Task input:
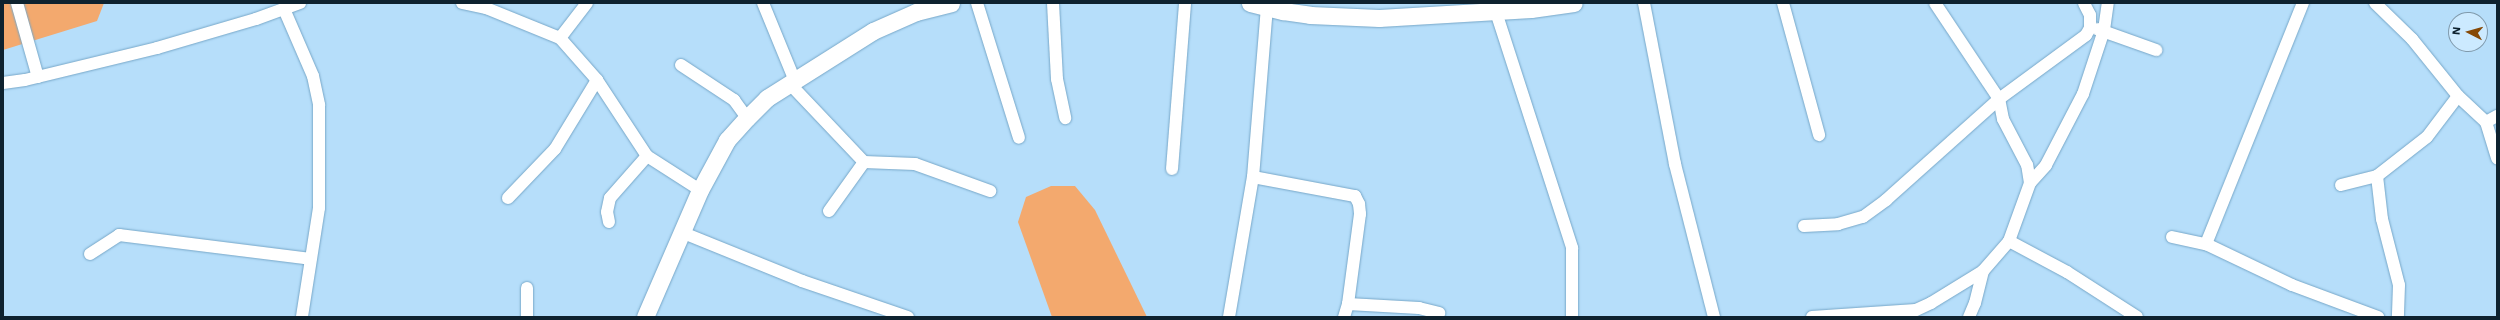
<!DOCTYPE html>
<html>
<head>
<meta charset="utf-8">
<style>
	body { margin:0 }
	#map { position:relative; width:2500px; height:320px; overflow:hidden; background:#b6defa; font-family:"Work Sans",sans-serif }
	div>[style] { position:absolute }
	.green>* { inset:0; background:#f3a96e }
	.roads { filter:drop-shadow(0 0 1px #77a7c8) drop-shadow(0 0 1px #77a7c8) }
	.street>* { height:12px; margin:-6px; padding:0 6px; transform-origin:6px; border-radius:6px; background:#fff }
	.secondary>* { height:17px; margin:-8.5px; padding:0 8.5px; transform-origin:8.5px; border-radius:8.5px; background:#fff }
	span { translate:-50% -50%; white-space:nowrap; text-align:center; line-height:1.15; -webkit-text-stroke:4px #cceaff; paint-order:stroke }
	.frame { position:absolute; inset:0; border:4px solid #0e222f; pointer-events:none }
	.north { position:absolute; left:2448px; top:12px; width:40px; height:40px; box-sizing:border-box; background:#cceaff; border:1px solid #809aac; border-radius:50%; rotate:276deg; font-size:11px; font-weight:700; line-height:16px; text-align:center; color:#0e222f }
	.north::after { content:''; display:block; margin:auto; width:14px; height:18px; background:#864906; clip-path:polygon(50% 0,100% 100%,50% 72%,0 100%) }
</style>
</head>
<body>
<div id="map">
	<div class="green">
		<div style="clip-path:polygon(3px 3px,104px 3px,97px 21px,3px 50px)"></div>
		<div style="clip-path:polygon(1051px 186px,1075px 186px,1095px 210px,1147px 317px,1052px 317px,1018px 222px,1026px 197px)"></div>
	</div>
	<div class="roads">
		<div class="street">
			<div style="left:17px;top:3px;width:77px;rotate:74.2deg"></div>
			<div style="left:462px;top:3px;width:25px;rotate:12deg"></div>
			<div style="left:486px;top:8px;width:80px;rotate:22.1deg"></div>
			<div style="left:560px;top:38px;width:56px;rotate:48.6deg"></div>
			<div style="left:597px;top:80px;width:91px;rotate:56.7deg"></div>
			<div style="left:647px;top:156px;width:63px;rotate:32.7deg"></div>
			<div style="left:763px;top:3px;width:84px;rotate:67.7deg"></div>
			<div style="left:977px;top:3px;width:141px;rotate:72.7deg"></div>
			<div style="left:1053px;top:3px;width:76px;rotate:87deg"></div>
			<div style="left:1057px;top:79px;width:40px;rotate:78deg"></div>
			<div style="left:1644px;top:3px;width:164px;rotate:79.1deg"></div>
			<div style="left:1675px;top:164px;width:158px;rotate:75.7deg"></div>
			<div style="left:1783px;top:3px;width:137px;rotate:74.7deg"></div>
			<div style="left:2375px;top:3px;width:52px;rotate:44.2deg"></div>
			<div style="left:2412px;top:39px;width:73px;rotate:51.1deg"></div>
			<div style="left:2458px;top:96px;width:38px;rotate:43deg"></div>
			<div style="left:2486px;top:122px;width:38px;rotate:73deg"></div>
			<div style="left:284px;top:9px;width:73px;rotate:66.6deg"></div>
			<div style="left:313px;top:76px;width:30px;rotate:78deg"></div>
			<div style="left:319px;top:105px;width:103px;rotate:90deg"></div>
			<div style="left:319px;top:208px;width:110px;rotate:98.9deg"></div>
			<div style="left:1496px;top:12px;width:248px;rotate:72.1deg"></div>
			<div style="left:1572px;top:248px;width:69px;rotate:90deg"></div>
			<div style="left:2097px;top:29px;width:63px;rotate:19.6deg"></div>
			<div style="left:560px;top:38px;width:44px;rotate:-52.4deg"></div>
			<div style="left:681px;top:65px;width:64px;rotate:33.4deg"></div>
			<div style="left:734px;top:100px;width:22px;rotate:54deg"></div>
			<div style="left:3px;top:83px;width:22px;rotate:-8deg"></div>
			<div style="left:25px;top:80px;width:136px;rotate:-13.6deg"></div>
			<div style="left:157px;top:48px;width:103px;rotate:-16.3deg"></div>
			<div style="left:256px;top:19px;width:47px;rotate:-20deg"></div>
			<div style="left:790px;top:84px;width:108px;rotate:46.5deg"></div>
			<div style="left:864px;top:162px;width:51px;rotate:2.2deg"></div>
			<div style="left:915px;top:164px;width:80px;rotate:19.8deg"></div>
			<div style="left:2486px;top:122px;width:13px;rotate:-29deg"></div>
			<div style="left:1172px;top:169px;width:167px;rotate:-85.5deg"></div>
			<div style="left:2377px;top:176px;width:43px;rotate:83.4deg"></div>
			<div style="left:2382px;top:219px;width:68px;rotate:75.6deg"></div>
			<div style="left:2399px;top:285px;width:32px;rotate:92deg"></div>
			<div style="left:1253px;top:177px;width:104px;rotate:10.6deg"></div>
			<div style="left:1355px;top:196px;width:9px;rotate:63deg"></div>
			<div style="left:1359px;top:204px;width:10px;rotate:84deg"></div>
			<div style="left:1360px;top:214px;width:91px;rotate:97.6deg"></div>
			<div style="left:1348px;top:304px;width:14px;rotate:107deg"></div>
			<div style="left:2030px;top:183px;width:24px;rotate:-48deg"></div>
			<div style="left:2046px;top:165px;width:80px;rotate:-62.5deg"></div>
			<div style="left:2083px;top:94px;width:67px;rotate:-71.8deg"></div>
			<div style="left:2104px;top:30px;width:27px;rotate:-82deg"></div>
			<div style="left:2341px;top:185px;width:37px;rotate:-14deg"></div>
			<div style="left:2377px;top:176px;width:63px;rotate:-38deg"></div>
			<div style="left:2427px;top:137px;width:51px;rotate:-52.9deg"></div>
			<div style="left:508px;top:198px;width:68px;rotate:-46.2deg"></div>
			<div style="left:555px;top:149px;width:81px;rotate:-58.7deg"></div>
			<div style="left:829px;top:211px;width:60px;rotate:-54.5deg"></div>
			<div style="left:609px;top:222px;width:10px;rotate:-101deg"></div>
			<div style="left:607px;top:212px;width:14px;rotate:-78deg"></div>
			<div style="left:610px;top:198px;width:56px;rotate:-48.6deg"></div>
			<div style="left:1804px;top:226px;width:34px;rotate:-3deg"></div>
			<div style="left:1838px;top:224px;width:26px;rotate:-16deg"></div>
			<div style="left:1863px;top:217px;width:29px;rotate:-36deg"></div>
			<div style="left:1886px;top:200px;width:152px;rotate:-41.8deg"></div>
			<div style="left:1999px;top:99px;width:108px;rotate:-36.3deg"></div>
			<div style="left:2086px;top:35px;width:8px;rotate:-60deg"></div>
			<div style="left:2090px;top:28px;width:13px;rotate:-90deg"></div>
			<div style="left:2090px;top:15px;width:13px;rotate:-117deg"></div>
			<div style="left:681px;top:232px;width:131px;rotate:22deg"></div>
			<div style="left:802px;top:281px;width:112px;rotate:18.8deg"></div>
			<div style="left:2172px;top:237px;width:35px;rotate:12deg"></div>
			<div style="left:2206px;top:244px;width:95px;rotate:25.5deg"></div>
			<div style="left:2292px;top:285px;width:92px;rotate:20.4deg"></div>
			<div style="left:2009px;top:241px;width:66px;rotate:28.1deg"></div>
			<div style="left:2067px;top:272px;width:83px;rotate:32.7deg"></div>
			<div style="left:2206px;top:244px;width:260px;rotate:-68.1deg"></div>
			<div style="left:90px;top:254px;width:35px;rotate:-33deg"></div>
			<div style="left:119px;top:235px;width:193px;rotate:7.1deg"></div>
			<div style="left:527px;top:288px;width:29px;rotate:90deg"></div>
			<div style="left:1348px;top:304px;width:71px;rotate:3.2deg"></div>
			<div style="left:1419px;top:308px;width:21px;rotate:14deg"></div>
			<div style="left:1229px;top:317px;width:142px;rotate:-80.3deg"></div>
			<div style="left:1253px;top:177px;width:171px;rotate:-85.3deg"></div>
			<div style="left:1812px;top:317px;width:104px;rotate:-3.9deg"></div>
			<div style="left:1916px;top:310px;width:17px;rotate:-25deg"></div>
			<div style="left:1931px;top:303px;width:61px;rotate:-31.6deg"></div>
			<div style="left:1983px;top:271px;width:40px;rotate:-49deg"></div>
			<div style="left:2009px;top:241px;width:62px;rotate:-70.1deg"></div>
			<div style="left:2030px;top:183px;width:18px;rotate:-99deg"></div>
			<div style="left:2027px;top:165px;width:52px;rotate:-117.6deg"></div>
			<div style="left:2003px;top:119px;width:20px;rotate:-101deg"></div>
			<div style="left:1999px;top:99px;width:115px;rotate:-123.7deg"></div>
			<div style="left:1969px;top:317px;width:15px;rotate:-67deg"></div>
			<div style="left:1975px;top:303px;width:33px;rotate:-76deg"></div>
		</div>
		<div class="secondary">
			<div style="left:1250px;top:3px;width:34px;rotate:14deg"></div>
			<div style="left:1283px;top:11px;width:27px;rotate:8deg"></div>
			<div style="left:1310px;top:15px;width:69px;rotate:2.5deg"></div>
			<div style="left:1379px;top:18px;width:152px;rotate:-3.4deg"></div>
			<div style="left:1531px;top:9px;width:43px;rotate:-7.9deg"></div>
			<div style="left:645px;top:317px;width:138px;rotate:-66.6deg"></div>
			<div style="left:700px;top:190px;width:57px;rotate:-61.6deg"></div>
			<div style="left:727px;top:140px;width:30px;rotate:-48deg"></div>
			<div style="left:747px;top:118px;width:28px;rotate:-45deg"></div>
			<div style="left:767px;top:98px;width:125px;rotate:-32.3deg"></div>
			<div style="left:873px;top:31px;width:47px;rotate:-23.8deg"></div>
			<div style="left:916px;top:12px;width:36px;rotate:-14deg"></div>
		</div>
	</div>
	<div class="frame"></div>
	<div class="north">N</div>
</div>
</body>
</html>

Assignment:
Reproduce only the lines from the first line of the entries through the line containing "filter:drop-shadow(0 0 1px", exactly and with both ends kept. Omit the pictures.

Answer to this problem:
<!DOCTYPE html>
<html>
<head>
<meta charset="utf-8">
<style>
	body { margin:0 }
	#map { position:relative; width:2500px; height:320px; overflow:hidden; background:#b6defa; font-family:"Work Sans",sans-serif }
	div>[style] { position:absolute }
	.green>* { inset:0; background:#f3a96e }
	.roads { filter:drop-shadow(0 0 1px #77a7c8) drop-shadow(0 0 1px #77a7c8) }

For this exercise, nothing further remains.